While other major cities like New York have imposed taxes on sugary-drinks, Chicago has gone a different path and will have a system based on self-responsibility that features health incentives and calorie-labeled machines. I'm not saying that self-responsibility isn't important in health, but this self-responsibility will only affect part of the city's population.
Demographically speaking which sector of society has a predilection towards unhealthy food including soda? The poor. It's not a character flaw that makes them more likely to buy unhealthy foods, but rather other issues that are not being addressed by Rahm's Wellness Program. Firstly, being poor means you are making very little money to buy food, and even food stamps are not given in amounts that cover the high costs associated with healthy food. The minimum wage isn't being raised either. How can the poor be expected to buy healthy food when it just costs too much? Even if the money was there in food stamps or raised wages, the poverty-stricken areas of Chicago are often referred to as food deserts, and healthy food is hard to find.
So, it's the poor that are being heavily affected by the immediate and cheap access to junk food. This easy access will have repercussions on health costs, and as public insurance options like Medicaid face cuts, the poor face becoming uninsured and the 2014 implementation of Obamacare is too far off. Dental coverage on Medicaid is also being heavily cut in Illinois, and everyone knows soda rots teeth. So, now there's no assistance for that either.
Also, Emanuel's plan appears, for the time being, to only affects adults. What about the children he always wants to put first? Karen Lewis mentioned that there are many factors outside of a teacher's control that affect learning and one of them was whether or not that child was well-fed and that does not just mean underfed and starving but also overfed junk-food. Childhood obesity does not mean children are being well-fed rather badly fed excessively, and the reasons the latter is happening are the above reasons regarding income, access to healthy food, and opportunities to get regular check-ups.

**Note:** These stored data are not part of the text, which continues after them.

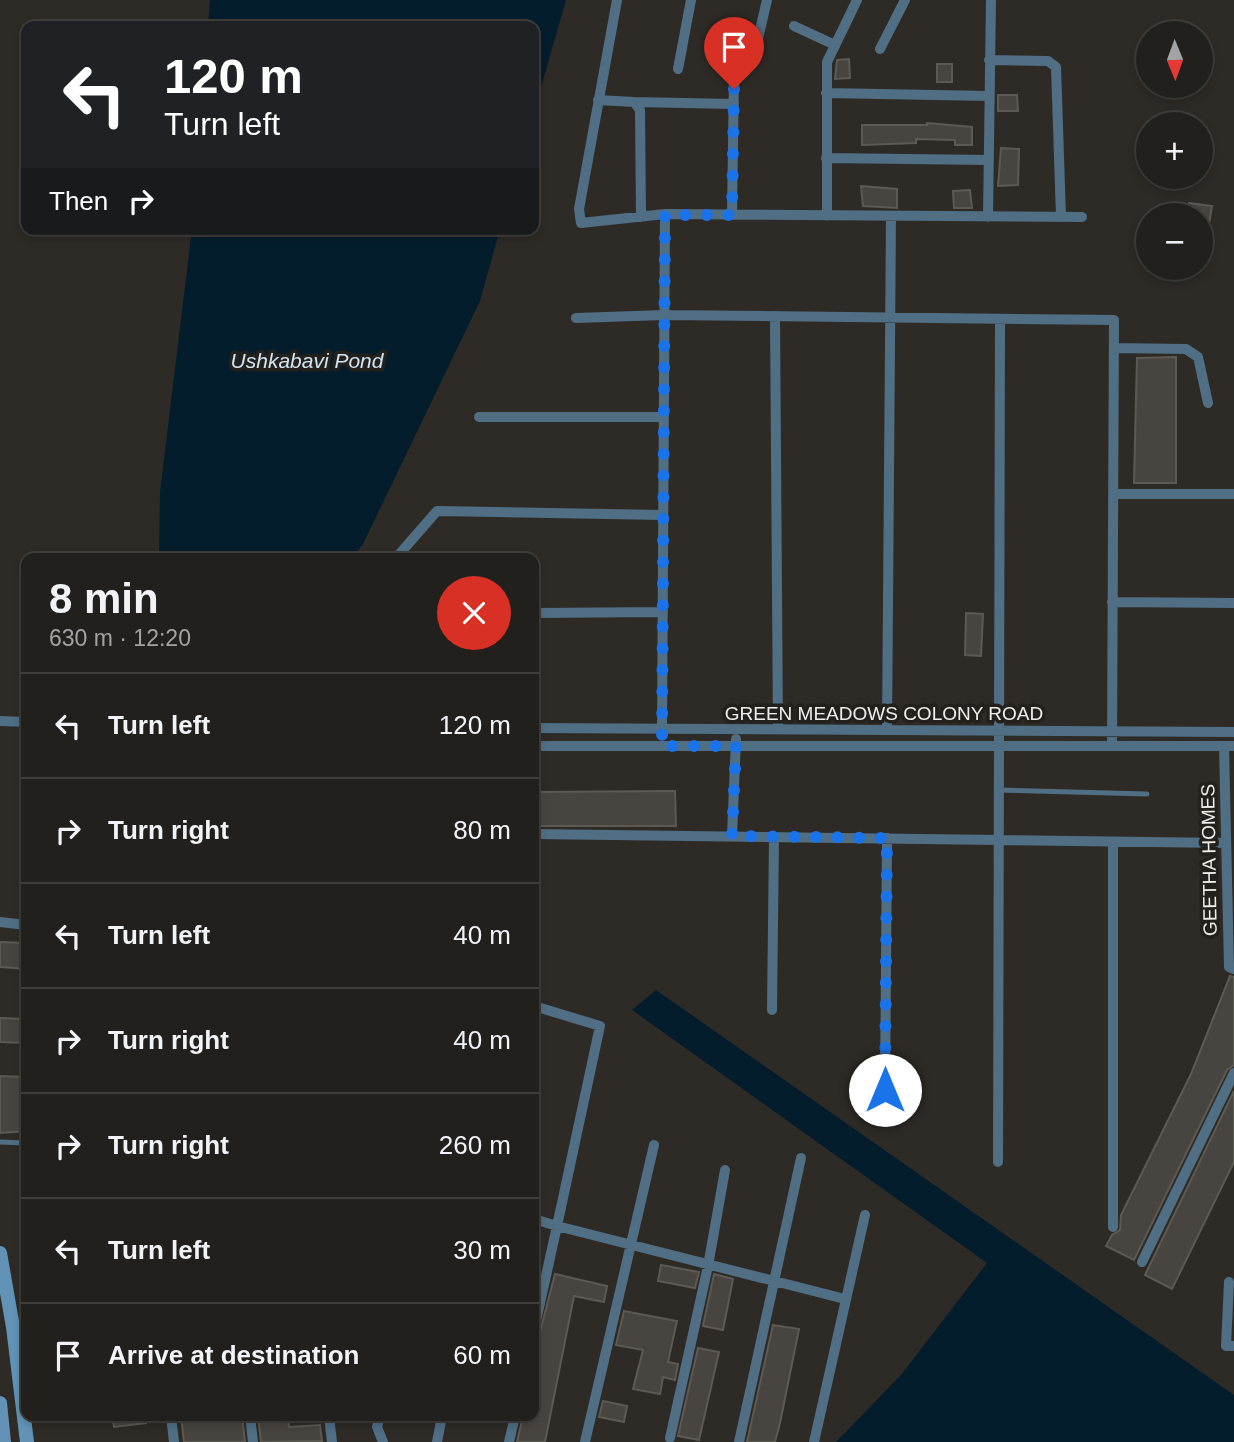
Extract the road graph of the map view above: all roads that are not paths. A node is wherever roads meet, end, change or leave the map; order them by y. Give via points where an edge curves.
1 (617, 0) edge
2 (691, 0) edge
3 (767, 0) edge
4 (857, 0) edge
5 (905, 0) edge
6 (990, 0) edge
7 (794, 26) dead end
8 (835, 46) junction
9 (880, 49) dead end
10 (989, 60) junction
11 (752, 64) dead end
12 (678, 69) dead end
13 (734, 75) dead end
14 (826, 93) junction
15 (989, 96) junction
16 (598, 100) junction
17 (634, 102) junction
18 (734, 104) junction
19 (826, 158) junction
20 (988, 160) junction
21 (665, 215) junction
22 (732, 215) junction
23 (827, 215) junction
24 (891, 216) junction
25 (641, 217) junction
26 (988, 217) junction
27 (1060, 217) junction
28 (1082, 217) dead end
29 (664, 315) junction
30 (775, 316) junction
31 (576, 318) dead end
32 (890, 318) junction
33 (1000, 319) junction
34 (1114, 348) junction
35 (1208, 402) dead end
36 (479, 417) dead end
37 (664, 417) junction
38 (1113, 494) junction
39 (1234, 494) edge
40 (663, 515) junction
41 (400, 553) edge
42 (1112, 602) junction
43 (1234, 603) edge
44 (663, 612) junction
45 (539, 613) edge
46 (0, 721) edge
47 (21, 722) edge
48 (539, 728) edge
49 (662, 729) junction
50 (736, 729) junction
51 (778, 729) junction
52 (887, 730) junction
53 (999, 731) junction
54 (1111, 731) junction
55 (1234, 732) edge
56 (539, 746) edge
57 (662, 746) junction
58 (736, 746) junction
59 (999, 746) junction
60 (1112, 746) junction
61 (1229, 746) edge
62 (999, 790) junction
63 (1147, 794) dead end
64 (539, 834) edge
65 (732, 836) junction
66 (774, 837) junction
67 (887, 838) junction
68 (998, 840) junction
69 (1113, 842) junction
70 (1225, 843) junction
71 (0, 922) edge
72 (21, 924) edge
73 (1234, 969) edge
74 (539, 1008) edge
75 (772, 1010) dead end
76 (1234, 1073) edge
77 (885, 1090) dead end
78 (0, 1142) edge
79 (21, 1143) edge
80 (654, 1145) dead end
81 (801, 1158) dead end
82 (998, 1162) dead end
83 (725, 1170) dead end
84 (865, 1215) dead end
85 (539, 1221) edge
86 (557, 1226) junction
87 (1112, 1227) dead end
88 (633, 1247) junction
89 (0, 1253) edge
90 (1142, 1262) dead end
91 (708, 1266) junction
92 (773, 1282) junction
93 (1229, 1282) dead end
94 (845, 1299) junction
95 (539, 1307) edge
96 (20, 1327) edge
97 (1234, 1346) edge
98 (0, 1403) edge
99 (26, 1421) edge
100 (172, 1421) edge
101 (251, 1421) edge
102 (329, 1421) edge
103 (379, 1421) edge
104 (441, 1421) edge
105 (514, 1421) edge
106 (670, 1438) dead end
107 (4, 1442) edge
108 (27, 1442) edge
109 (174, 1442) edge
110 (253, 1442) edge
111 (331, 1442) edge
112 (383, 1442) edge
113 (437, 1442) edge
114 (509, 1442) edge
115 (585, 1442) edge
116 (739, 1442) edge
117 (814, 1442) edge

1 - 16 street
2 - 12 street
3 - 11 street
4 - 8 street
5 - 9 street
6 - 10 street
7 - 8 street
8 - 14 street via 827,62
10 - 15 street
10 - 27 street via 1048,61 1056,67
13 - 18 street
14 - 15 street
14 - 19 street
15 - 20 street
16 - 17 street
16 - 25 street via 579,209 581,223
17 - 18 street
17 - 25 street via 640,110
18 - 22 street
19 - 20 street
19 - 23 street
20 - 26 street
21 - 22 street
21 - 25 street
21 - 29 street
22 - 23 street
23 - 24 street
24 - 26 street
24 - 32 street
26 - 27 street
27 - 28 street
29 - 30 street
29 - 31 street
29 - 37 street
30 - 32 street
30 - 51 street
32 - 33 street
32 - 52 street
33 - 34 street via 1114,320
33 - 53 street
34 - 35 street via 1186,349 1198,357
34 - 38 street
36 - 37 street
37 - 40 street
38 - 39 street
38 - 42 street
40 - 41 street via 437,511
40 - 44 street
42 - 43 street
42 - 54 street
44 - 45 street
44 - 49 street
46 - 47 street
48 - 49 street, GREEN MEADOWS COLONY ROAD
49 - 50 street, GREEN MEADOWS COLONY ROAD
49 - 57 street
50 - 51 street, GREEN MEADOWS COLONY ROAD
50 - 58 street
51 - 52 street, GREEN MEADOWS COLONY ROAD
52 - 53 street, GREEN MEADOWS COLONY ROAD
53 - 54 street, GREEN MEADOWS COLONY ROAD
53 - 59 street
54 - 55 street, GREEN MEADOWS COLONY ROAD
54 - 60 street
56 - 57 street, GREEN MEADOWS COLONY ROAD
57 - 58 street, GREEN MEADOWS COLONY ROAD
58 - 59 street, GREEN MEADOWS COLONY ROAD
58 - 65 street
59 - 60 street, GREEN MEADOWS COLONY ROAD
59 - 62 street
60 - 61 street, GREEN MEADOWS COLONY ROAD
61 - 70 street, GEETHA HOMES
62 - 63 lane
62 - 68 street
64 - 65 street
65 - 66 street
66 - 67 street
66 - 75 street
67 - 68 street
67 - 77 street
68 - 69 street
68 - 82 street
69 - 70 street
69 - 87 street
70 - 73 street, GEETHA HOMES via 1229,967
71 - 72 street
74 - 86 street via 600,1026
76 - 90 street
78 - 79 lane
80 - 88 street
81 - 92 street
83 - 91 street
84 - 94 street
85 - 86 street
86 - 88 street
86 - 95 street
88 - 91 street
88 - 115 street
89 - 96 main road
91 - 92 street
91 - 106 street
92 - 94 street
92 - 116 street
93 - 97 street via 1226,1346
94 - 117 street
98 - 107 main road
99 - 108 main road
100 - 109 street
101 - 110 street
102 - 111 street
103 - 112 street
104 - 113 street
105 - 114 street

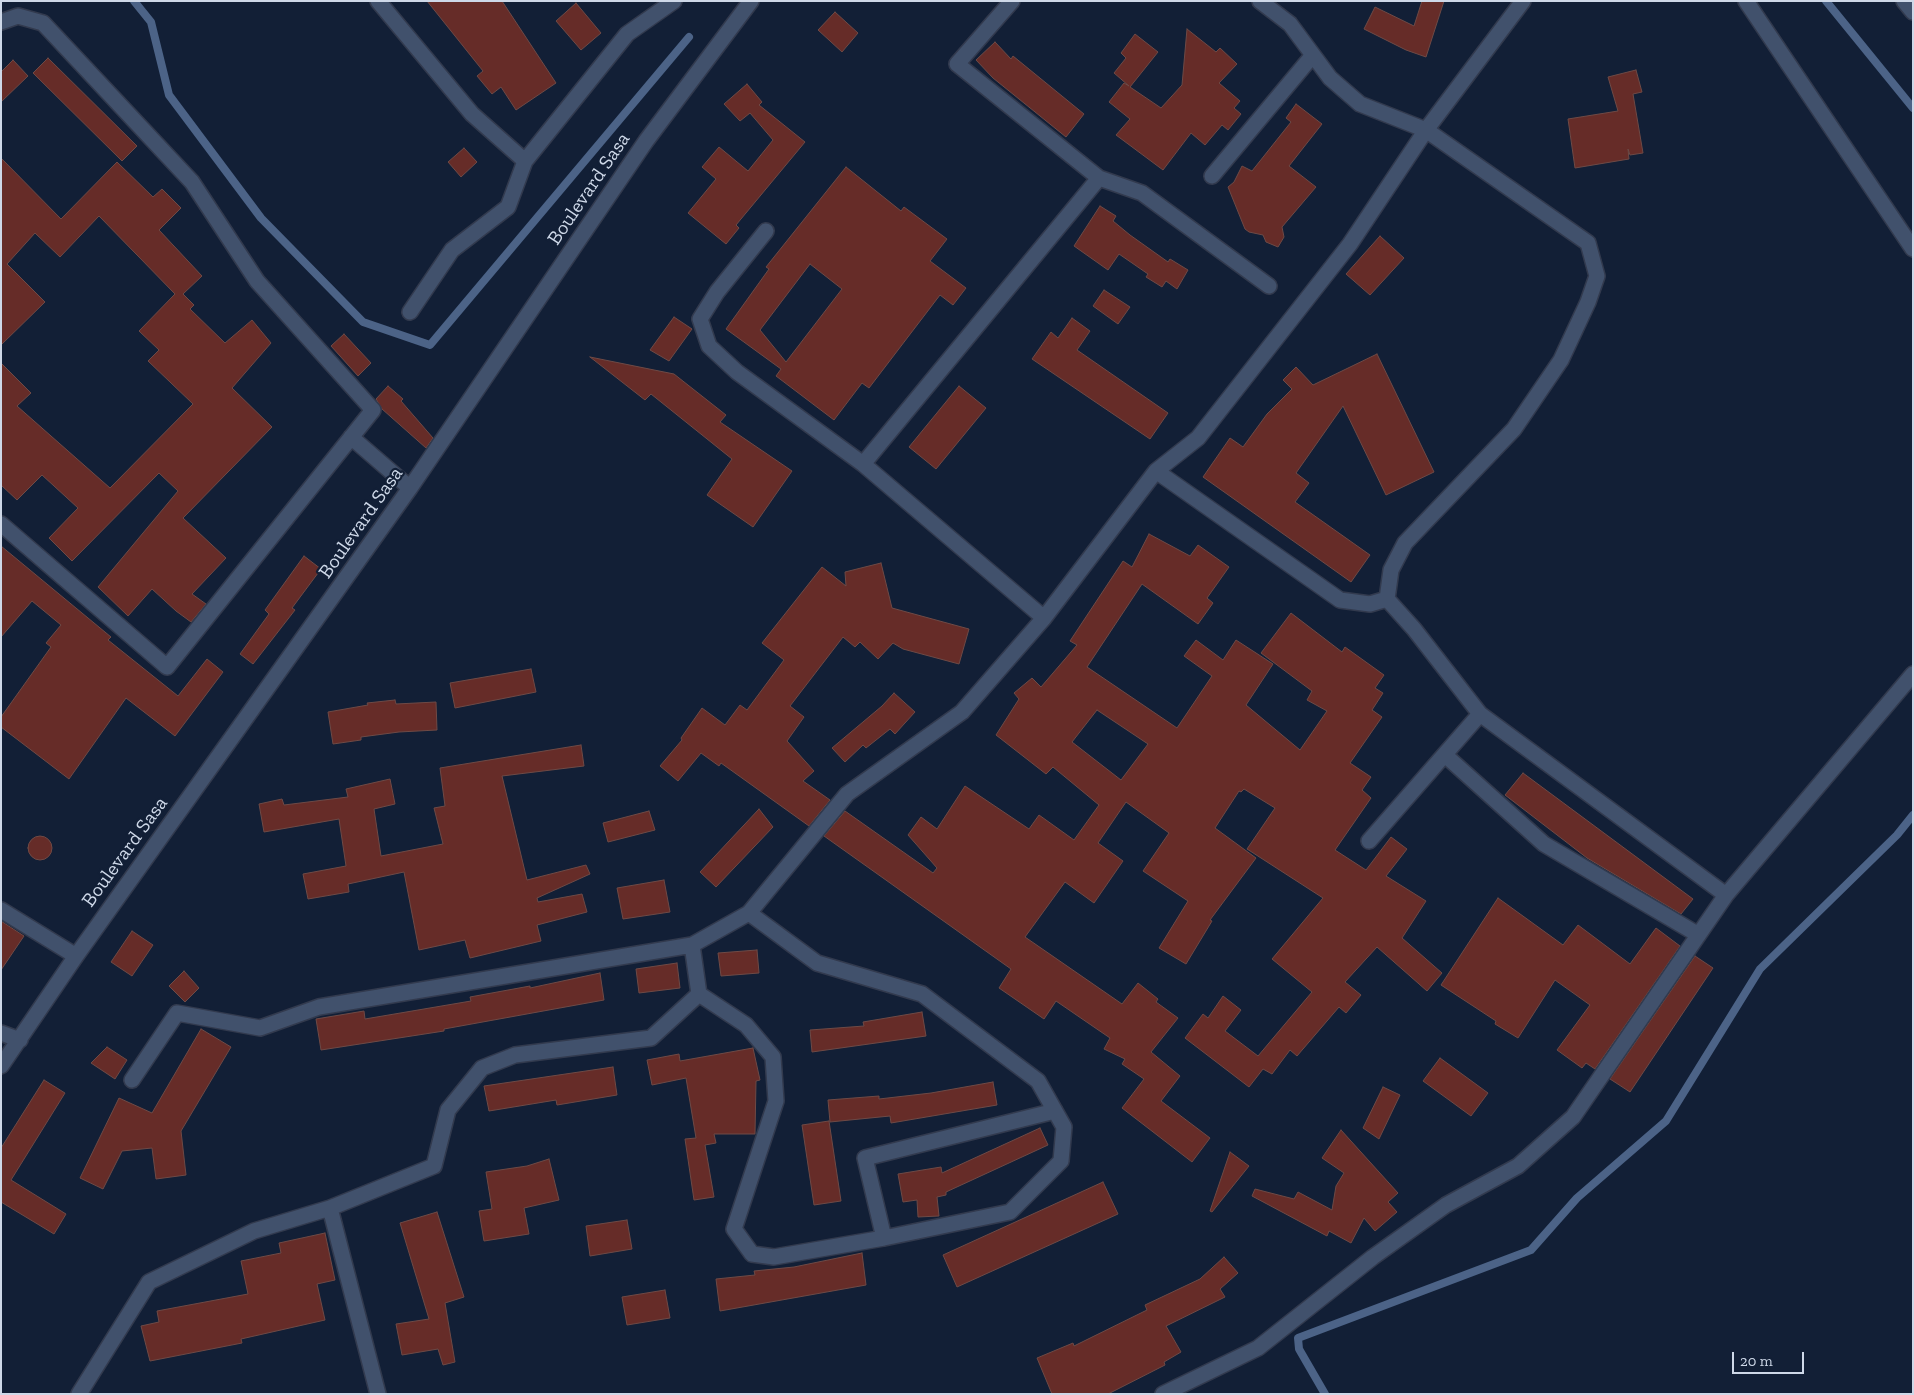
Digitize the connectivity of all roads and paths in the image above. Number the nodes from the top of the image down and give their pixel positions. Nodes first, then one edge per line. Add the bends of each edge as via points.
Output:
1 (378, 1) edge
2 (674, 1) edge
3 (751, 1) edge
4 (1012, 1) edge
5 (1260, 1) edge
6 (1523, 1) edge
7 (1746, 1) edge
8 (1904, 1) edge
9 (1913, 12) edge
10 (1, 22) edge
11 (1313, 55) junction
12 (1426, 130) junction
13 (525, 162) junction
14 (1212, 176) dead end
15 (1099, 178) junction
16 (766, 231) dead end
17 (1913, 249) edge
18 (1269, 286) dead end
19 (410, 312) dead end
20 (351, 437) junction
21 (863, 464) junction
22 (1156, 471) junction
23 (410, 488) junction
24 (1, 524) edge
25 (1387, 599) junction
26 (1044, 618) junction
27 (1913, 674) edge
28 (1480, 714) junction
29 (1445, 754) junction
30 (1369, 841) dead end
31 (1726, 895) junction
32 (1, 910) edge
33 (749, 913) junction
34 (1697, 934) junction
35 (692, 945) junction
36 (76, 956) junction
37 (699, 994) junction
38 (1, 1033) edge
39 (20, 1040) junction
40 (1, 1066) edge
41 (132, 1080) dead end
42 (1055, 1111) junction
43 (330, 1208) junction
44 (884, 1238) junction
45 (79, 1394) edge
46 (378, 1394) edge
47 (1163, 1394) edge

1 - 13 street via 472,114
2 - 13 street via 627,34
3 - 23 street, Boulevard Sasa via 646,141
4 - 15 street via 957,64
5 - 11 street via 1290,24
6 - 12 street
7 - 17 street
8 - 9 street
10 - 20 street via 18,16 43,23 192,182 257,281 373,410
11 - 12 street via 1330,78 1360,104
11 - 14 street
12 - 22 street via 1350,244 1198,438
12 - 25 street via 1588,242 1597,276 1561,360 1514,429 1405,542 1391,570
13 - 19 street via 508,207 452,250
15 - 18 street via 1142,193
15 - 21 street
16 - 21 street via 717,292 700,319 709,346 737,372
20 - 23 street
20 - 24 street via 167,667
21 - 26 street
22 - 25 street via 1340,600 1370,604
22 - 26 street
23 - 36 street, Boulevard Sasa
25 - 28 street
26 - 33 street via 962,712 848,794
27 - 31 street
28 - 29 street
28 - 31 street
29 - 30 street
29 - 34 street via 1544,844
31 - 34 street
32 - 36 street
33 - 35 street
33 - 42 street via 817,963 922,994 1038,1081
34 - 47 street via 1573,1117 1518,1166 1446,1205 1373,1257 1258,1348
35 - 37 street
35 - 41 street via 320,1007 260,1028 177,1013
36 - 39 street, Boulevard Sasa
37 - 43 street via 650,1038 514,1055 482,1068 448,1110 434,1166
37 - 44 street via 746,1025 773,1057 776,1101 734,1229 752,1254 774,1257
38 - 39 street
39 - 40 street, Boulevard Sasa
42 - 44 street via 1064,1127 1061,1161 1010,1212
42 - 44 street via 865,1158
43 - 45 street via 254,1230 149,1282
43 - 46 street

So, we have an epidemic on our hands and it appears to be caused by a lack of resources. So, why not impose a tax that could help cover the costs of Medicaid, food stamps, and education and access to healthy foods so that the problem could start being eradicated at the source? Why do we have a program about to be rolled that affects only a percentage of people and not obesity's target audience? Many people are saying that this program was a pay-off by the soda companies so that they wouldn't face higher penalties and taxes that would most likely exceed the cost of this program, and the more the program is picked apart, the more people see that it is not helping those struggling with the health problems of obesity the most and probably is a pay-off.
The Wellness Program is a start, Mayor Emanuel, but a tax to create better programs is heavily needed to help those struggling with the effects of obesity the most, and it needs to happen soon.